Mr Baptista’s talk was not only entertaining, he also explained the how of innovation. Many of us know the why of innovation: pain points, a need for a better way of doing things, or a desire to improve upon something. I strongly agree that the first step to innovation is observation. When we make observations, we better see and understand not just the superficial layer of a problem, but also its causes and from there, work out the situation. His case of tree-destroying caterpillars illustrates this problem well. In the A*STAR laboratory, a similar observational course of action is also taken. Before actually experimenting upon the animals, they will take blood samples from the mice and put them into ‘wells’, from which they are able to first glean preliminary information before moving forward. Personally, I will apply this by always ensuring I fully understand a problem before trying to solve it. Sometimes, I try to solve a problem too hastily, resulting in gaps in and inefficiencies of my solution.

The HDB visit highlighted the importance of responsible innovation: innovation that keeps the needs of stakeholders in mind. Despite today’s news on how HDB flats are now too expensive or inaccessible, the HDB has no doubt managed to establish a strong and effective system of public housing. This is done by always keeping in mind the needs of stakeholders; most importantly, the people. The HDB’s decision to construct areas as ‘towns’ was an innovative one, as this had not been done in Singapore before. However, it has been proven to have had a positive impact on residents’ quality of life. Even today, the HDB continues to innovate with residents in mind. Recently, a Universal Design (UD) campaign as been launced by the HDB. UD encourages the design of facilities accessible and convenient for all, even if the user is elderly or disabled. This includes ramps, covered walkways, and textured flooring. Studio flats constructed especially for elderly couples now come with handgrips, non-slip flooring and an emergency pull rope. By innovating responsibly with these users in mind, the HDB will continue to provide quality housing at an affordable price to all Singaporeans.

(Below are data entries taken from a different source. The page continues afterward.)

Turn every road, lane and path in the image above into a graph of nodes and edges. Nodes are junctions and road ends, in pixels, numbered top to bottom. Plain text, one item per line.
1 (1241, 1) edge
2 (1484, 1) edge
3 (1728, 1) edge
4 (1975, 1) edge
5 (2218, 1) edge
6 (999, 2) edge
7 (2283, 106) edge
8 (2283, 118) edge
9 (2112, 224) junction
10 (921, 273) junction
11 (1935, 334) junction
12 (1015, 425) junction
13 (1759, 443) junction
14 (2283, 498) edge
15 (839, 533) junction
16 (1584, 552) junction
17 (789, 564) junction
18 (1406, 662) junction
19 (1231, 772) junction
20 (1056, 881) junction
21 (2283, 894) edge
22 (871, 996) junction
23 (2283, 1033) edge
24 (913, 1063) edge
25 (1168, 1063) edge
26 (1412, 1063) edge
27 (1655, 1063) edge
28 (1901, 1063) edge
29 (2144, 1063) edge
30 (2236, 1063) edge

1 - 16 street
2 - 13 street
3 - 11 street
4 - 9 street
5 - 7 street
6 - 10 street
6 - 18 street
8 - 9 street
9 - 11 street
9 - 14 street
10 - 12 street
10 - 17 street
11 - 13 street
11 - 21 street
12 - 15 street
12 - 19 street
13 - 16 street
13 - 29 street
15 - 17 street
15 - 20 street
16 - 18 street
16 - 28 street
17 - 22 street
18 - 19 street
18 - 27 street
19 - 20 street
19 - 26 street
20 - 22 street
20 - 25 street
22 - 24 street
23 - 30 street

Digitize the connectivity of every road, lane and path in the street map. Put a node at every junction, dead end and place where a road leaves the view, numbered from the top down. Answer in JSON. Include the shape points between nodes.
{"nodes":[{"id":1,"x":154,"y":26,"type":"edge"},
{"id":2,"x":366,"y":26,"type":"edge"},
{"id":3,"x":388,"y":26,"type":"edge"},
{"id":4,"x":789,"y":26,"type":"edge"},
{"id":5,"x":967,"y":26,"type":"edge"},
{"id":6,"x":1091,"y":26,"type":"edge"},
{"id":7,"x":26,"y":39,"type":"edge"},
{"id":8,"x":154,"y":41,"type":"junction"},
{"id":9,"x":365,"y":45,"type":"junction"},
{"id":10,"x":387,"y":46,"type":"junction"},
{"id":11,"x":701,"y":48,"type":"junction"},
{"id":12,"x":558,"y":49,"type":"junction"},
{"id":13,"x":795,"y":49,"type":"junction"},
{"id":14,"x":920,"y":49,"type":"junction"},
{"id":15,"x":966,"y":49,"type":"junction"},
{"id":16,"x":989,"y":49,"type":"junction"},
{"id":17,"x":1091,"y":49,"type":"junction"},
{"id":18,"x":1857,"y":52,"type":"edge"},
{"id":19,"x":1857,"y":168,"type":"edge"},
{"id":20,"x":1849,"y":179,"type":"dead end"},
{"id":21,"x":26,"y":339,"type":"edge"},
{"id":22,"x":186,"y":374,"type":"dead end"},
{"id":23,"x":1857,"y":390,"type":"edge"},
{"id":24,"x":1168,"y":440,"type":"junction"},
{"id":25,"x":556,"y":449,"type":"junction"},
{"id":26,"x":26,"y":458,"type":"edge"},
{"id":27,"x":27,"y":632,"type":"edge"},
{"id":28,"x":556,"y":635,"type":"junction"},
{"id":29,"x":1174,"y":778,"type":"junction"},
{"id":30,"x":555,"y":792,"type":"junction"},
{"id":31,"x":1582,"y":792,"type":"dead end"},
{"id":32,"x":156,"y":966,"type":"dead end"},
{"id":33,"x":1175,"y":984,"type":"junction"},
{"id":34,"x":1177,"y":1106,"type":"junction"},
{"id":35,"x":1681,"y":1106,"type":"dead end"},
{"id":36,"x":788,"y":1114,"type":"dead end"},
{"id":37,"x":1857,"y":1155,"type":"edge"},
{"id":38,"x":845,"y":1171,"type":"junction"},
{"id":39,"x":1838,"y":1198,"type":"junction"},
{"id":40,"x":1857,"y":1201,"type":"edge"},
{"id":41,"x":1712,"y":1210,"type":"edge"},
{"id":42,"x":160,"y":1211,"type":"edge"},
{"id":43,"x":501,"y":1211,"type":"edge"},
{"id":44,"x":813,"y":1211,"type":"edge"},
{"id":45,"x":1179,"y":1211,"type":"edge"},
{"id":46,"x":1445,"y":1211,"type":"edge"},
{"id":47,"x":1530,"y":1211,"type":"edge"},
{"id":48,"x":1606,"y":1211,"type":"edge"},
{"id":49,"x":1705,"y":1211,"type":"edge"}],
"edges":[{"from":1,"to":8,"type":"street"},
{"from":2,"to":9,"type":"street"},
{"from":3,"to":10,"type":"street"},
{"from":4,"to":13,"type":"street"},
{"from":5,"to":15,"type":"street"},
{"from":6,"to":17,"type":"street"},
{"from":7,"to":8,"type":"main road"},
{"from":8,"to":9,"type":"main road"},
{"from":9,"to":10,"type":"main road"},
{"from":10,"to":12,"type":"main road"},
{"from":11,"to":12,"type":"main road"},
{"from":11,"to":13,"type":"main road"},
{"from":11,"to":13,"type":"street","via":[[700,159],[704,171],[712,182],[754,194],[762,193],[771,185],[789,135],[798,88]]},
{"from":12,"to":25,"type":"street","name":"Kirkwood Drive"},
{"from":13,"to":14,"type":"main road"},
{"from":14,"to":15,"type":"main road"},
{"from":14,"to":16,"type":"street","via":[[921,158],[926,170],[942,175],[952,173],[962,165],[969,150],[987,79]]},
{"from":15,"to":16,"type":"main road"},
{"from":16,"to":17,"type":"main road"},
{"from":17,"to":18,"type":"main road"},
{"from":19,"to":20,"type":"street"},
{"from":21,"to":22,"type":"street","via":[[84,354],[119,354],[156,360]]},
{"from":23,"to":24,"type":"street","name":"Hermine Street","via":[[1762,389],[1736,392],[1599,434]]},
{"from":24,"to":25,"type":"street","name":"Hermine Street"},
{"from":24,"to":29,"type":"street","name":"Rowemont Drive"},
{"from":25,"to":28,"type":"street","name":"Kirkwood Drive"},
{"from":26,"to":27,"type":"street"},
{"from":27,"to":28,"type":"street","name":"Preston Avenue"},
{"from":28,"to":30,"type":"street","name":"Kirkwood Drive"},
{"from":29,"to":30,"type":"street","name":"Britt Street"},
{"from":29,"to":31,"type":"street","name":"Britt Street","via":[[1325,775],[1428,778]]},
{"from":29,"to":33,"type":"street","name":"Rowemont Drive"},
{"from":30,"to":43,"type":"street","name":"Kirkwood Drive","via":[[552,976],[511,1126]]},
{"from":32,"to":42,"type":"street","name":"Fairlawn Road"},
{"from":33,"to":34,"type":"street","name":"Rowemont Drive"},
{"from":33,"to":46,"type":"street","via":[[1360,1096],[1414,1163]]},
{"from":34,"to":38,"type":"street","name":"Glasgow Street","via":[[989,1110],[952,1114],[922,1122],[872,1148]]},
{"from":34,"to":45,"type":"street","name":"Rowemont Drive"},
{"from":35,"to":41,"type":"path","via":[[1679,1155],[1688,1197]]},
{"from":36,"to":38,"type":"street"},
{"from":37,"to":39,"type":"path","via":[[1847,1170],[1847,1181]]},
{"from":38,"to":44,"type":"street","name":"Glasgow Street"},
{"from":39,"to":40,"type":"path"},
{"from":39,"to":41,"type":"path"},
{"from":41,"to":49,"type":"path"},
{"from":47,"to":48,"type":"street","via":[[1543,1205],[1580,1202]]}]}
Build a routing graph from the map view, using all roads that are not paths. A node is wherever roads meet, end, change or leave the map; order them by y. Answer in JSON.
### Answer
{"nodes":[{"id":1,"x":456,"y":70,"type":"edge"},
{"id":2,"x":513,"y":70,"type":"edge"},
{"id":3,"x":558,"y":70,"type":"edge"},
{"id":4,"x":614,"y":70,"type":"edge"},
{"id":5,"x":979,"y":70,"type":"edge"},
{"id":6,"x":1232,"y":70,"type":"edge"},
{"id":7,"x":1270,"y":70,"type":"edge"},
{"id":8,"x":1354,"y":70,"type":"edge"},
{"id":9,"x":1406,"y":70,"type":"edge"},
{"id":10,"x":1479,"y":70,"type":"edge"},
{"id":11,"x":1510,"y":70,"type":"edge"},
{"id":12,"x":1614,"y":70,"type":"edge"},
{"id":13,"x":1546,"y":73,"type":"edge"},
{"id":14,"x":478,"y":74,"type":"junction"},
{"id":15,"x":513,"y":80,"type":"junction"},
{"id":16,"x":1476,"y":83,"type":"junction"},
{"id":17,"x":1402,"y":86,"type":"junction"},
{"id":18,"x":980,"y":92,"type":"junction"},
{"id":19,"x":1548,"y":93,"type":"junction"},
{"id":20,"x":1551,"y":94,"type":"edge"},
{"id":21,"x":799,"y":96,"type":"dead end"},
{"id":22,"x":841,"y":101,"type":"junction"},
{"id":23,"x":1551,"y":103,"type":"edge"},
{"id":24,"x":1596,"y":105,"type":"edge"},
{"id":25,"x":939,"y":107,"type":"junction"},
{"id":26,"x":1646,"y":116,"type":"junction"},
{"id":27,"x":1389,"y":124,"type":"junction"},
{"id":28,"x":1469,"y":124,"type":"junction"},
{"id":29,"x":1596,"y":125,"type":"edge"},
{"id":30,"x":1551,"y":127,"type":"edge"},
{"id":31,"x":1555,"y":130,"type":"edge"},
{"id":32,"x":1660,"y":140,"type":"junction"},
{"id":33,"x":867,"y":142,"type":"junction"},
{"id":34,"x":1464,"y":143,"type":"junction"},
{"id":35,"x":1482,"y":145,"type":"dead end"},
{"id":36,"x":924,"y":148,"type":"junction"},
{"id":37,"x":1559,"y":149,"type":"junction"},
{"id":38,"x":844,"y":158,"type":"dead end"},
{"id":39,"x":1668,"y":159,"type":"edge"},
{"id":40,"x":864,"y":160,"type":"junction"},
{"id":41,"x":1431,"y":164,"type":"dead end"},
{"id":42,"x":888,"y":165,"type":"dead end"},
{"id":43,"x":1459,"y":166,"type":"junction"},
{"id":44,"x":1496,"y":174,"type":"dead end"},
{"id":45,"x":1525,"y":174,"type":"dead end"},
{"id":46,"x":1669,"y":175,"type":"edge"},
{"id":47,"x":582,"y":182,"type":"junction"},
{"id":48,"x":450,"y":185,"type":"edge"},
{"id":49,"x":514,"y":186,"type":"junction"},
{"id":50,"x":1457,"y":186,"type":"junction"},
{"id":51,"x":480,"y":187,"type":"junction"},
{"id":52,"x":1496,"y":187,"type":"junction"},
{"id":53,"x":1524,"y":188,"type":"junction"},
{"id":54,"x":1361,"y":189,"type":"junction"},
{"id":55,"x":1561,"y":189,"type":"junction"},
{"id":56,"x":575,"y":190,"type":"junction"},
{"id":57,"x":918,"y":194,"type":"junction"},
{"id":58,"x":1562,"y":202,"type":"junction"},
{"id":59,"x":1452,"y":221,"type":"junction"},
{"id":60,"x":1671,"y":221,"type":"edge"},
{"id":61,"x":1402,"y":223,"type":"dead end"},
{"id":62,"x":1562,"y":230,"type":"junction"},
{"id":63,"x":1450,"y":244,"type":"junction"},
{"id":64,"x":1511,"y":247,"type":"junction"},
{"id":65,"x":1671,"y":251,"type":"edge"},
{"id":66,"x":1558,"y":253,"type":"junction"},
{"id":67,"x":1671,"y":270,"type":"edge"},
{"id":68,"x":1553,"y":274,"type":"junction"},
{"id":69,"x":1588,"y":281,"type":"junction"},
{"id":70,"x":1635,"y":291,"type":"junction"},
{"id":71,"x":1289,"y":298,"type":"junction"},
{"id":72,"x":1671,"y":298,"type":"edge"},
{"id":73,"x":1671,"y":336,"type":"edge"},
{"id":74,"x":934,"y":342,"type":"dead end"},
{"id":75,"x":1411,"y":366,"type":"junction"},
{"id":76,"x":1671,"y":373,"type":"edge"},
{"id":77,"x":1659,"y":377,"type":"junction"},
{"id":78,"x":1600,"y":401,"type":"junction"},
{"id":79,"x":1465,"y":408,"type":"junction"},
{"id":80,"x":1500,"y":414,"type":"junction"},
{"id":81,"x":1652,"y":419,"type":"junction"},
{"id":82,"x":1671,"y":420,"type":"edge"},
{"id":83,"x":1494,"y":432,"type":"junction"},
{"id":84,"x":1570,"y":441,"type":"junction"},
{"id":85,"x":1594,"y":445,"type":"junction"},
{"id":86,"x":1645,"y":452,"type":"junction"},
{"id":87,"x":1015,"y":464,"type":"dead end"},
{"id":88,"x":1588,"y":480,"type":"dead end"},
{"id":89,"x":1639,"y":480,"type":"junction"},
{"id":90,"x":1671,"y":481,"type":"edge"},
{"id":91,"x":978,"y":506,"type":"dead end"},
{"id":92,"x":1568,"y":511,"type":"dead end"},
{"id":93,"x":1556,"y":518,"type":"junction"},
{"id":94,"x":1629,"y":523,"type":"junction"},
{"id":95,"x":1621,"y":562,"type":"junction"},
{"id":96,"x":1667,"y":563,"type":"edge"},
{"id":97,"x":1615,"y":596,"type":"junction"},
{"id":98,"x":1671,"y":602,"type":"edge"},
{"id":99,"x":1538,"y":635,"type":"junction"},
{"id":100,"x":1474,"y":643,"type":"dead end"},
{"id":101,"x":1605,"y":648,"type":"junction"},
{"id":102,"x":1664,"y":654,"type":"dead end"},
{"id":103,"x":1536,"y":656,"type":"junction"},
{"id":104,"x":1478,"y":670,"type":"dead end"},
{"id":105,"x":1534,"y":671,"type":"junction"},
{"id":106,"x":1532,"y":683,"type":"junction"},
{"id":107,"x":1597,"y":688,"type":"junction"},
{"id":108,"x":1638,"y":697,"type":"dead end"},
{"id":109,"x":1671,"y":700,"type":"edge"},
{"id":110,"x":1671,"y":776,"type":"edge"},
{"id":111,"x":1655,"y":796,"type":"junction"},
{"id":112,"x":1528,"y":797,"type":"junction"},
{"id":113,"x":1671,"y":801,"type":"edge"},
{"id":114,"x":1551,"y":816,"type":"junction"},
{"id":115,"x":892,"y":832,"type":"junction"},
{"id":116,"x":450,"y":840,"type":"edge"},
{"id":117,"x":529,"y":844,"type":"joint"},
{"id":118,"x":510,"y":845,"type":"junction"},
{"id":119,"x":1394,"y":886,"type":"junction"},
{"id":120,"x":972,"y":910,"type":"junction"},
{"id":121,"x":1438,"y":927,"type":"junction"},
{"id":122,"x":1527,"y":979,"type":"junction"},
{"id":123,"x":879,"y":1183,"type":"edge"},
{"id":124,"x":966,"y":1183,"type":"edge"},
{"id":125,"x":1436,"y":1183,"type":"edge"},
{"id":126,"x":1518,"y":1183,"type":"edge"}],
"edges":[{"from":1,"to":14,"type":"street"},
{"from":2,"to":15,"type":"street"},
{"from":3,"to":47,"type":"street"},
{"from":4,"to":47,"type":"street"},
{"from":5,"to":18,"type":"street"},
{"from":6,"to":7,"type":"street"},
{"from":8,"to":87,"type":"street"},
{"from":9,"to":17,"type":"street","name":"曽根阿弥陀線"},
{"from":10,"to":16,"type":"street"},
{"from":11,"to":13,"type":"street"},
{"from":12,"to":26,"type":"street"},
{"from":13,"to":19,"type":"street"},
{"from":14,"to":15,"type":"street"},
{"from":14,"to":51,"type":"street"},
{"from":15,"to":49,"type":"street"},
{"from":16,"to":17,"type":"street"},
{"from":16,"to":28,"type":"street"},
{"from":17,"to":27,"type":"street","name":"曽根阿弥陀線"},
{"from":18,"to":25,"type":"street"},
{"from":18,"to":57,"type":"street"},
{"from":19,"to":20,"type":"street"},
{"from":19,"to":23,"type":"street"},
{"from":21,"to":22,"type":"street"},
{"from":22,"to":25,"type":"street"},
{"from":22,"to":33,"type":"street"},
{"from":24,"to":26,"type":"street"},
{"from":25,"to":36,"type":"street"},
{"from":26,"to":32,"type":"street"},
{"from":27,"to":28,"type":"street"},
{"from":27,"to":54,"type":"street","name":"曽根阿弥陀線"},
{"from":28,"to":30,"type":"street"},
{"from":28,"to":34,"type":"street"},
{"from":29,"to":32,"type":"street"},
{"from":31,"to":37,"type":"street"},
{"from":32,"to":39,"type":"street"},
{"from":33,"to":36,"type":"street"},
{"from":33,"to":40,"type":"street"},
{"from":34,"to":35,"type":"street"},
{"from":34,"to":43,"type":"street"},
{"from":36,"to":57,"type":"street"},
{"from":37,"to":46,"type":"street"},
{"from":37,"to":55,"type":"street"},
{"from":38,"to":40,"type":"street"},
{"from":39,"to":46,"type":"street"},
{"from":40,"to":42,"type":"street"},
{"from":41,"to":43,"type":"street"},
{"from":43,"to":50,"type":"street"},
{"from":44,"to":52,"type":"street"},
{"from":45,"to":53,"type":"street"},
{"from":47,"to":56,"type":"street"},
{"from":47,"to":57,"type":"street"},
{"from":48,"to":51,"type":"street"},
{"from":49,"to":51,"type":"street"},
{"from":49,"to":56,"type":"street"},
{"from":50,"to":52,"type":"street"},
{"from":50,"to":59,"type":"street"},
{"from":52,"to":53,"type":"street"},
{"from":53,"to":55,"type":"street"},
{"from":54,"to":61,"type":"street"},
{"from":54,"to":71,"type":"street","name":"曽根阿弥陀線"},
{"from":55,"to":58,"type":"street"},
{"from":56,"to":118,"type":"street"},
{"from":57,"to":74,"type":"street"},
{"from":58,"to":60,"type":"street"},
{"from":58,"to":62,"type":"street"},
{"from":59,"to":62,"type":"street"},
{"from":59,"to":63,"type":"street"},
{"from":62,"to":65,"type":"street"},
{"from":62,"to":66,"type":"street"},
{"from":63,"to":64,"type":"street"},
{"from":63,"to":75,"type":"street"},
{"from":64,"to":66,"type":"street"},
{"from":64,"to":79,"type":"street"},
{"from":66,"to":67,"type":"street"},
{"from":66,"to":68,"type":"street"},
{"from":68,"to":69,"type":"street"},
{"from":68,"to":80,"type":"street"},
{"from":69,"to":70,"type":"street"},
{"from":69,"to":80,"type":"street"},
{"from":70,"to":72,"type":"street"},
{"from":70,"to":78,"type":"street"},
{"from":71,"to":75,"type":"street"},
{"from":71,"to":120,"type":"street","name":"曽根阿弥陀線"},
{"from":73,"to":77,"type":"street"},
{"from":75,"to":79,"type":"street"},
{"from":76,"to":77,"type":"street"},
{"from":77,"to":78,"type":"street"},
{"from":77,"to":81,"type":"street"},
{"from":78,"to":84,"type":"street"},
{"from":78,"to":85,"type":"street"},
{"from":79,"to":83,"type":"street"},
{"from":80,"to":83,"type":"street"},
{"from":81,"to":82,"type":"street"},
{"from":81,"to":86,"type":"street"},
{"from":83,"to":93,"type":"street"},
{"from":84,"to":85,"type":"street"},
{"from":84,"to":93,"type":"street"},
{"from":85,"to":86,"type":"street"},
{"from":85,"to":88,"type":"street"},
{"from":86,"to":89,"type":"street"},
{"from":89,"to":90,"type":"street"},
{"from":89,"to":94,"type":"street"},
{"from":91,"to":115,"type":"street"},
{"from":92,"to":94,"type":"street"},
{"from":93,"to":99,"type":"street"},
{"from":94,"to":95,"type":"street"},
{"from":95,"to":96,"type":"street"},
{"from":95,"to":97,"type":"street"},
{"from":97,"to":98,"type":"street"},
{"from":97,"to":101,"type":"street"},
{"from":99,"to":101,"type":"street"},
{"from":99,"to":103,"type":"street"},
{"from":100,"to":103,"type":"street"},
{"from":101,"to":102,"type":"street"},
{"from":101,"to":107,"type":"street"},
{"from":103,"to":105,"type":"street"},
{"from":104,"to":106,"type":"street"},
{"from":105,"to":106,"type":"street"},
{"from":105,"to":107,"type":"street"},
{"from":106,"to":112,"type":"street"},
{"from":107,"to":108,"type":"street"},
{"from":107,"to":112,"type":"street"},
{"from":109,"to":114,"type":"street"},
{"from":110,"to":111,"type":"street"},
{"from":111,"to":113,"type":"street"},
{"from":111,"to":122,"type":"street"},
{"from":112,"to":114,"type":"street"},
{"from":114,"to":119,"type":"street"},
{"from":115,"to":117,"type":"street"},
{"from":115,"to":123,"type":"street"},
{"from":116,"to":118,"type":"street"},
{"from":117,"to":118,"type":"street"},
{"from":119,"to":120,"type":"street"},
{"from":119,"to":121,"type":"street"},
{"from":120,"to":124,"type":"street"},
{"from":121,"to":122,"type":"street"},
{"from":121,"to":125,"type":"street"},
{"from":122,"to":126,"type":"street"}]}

Lastly, though the A*STAR visit was admittedly boring (I didn’t understand much), it was exciting to see what innovations have been taking place. What I learnt was that innovation can be aided. The immense amount of resources the government commits to R&D is testament to this. By providing these passionate researchers the space, time, and money to explore as they wish, the government is building a research culture that will propel Singapore through the 21st Century, where skills such as creativity and innovation are valued. I realised that this doesn’t have to be limited just to scientific research: people can be developed through the same approach. We shouldn’t provide a narrow line of road for people to toe, as all this teaches them is to follow instructions. Instead, by providing the people the space and resources to develop themselves, they will do so in unexpected and often fantastic ways. This is what innovation truly is.

Innovation will no doubt continue to be valued throughout our lives, becoming even more important in the knowledge-based future. We should not only innovate ourselves, but through our innovations help others to innovate as well.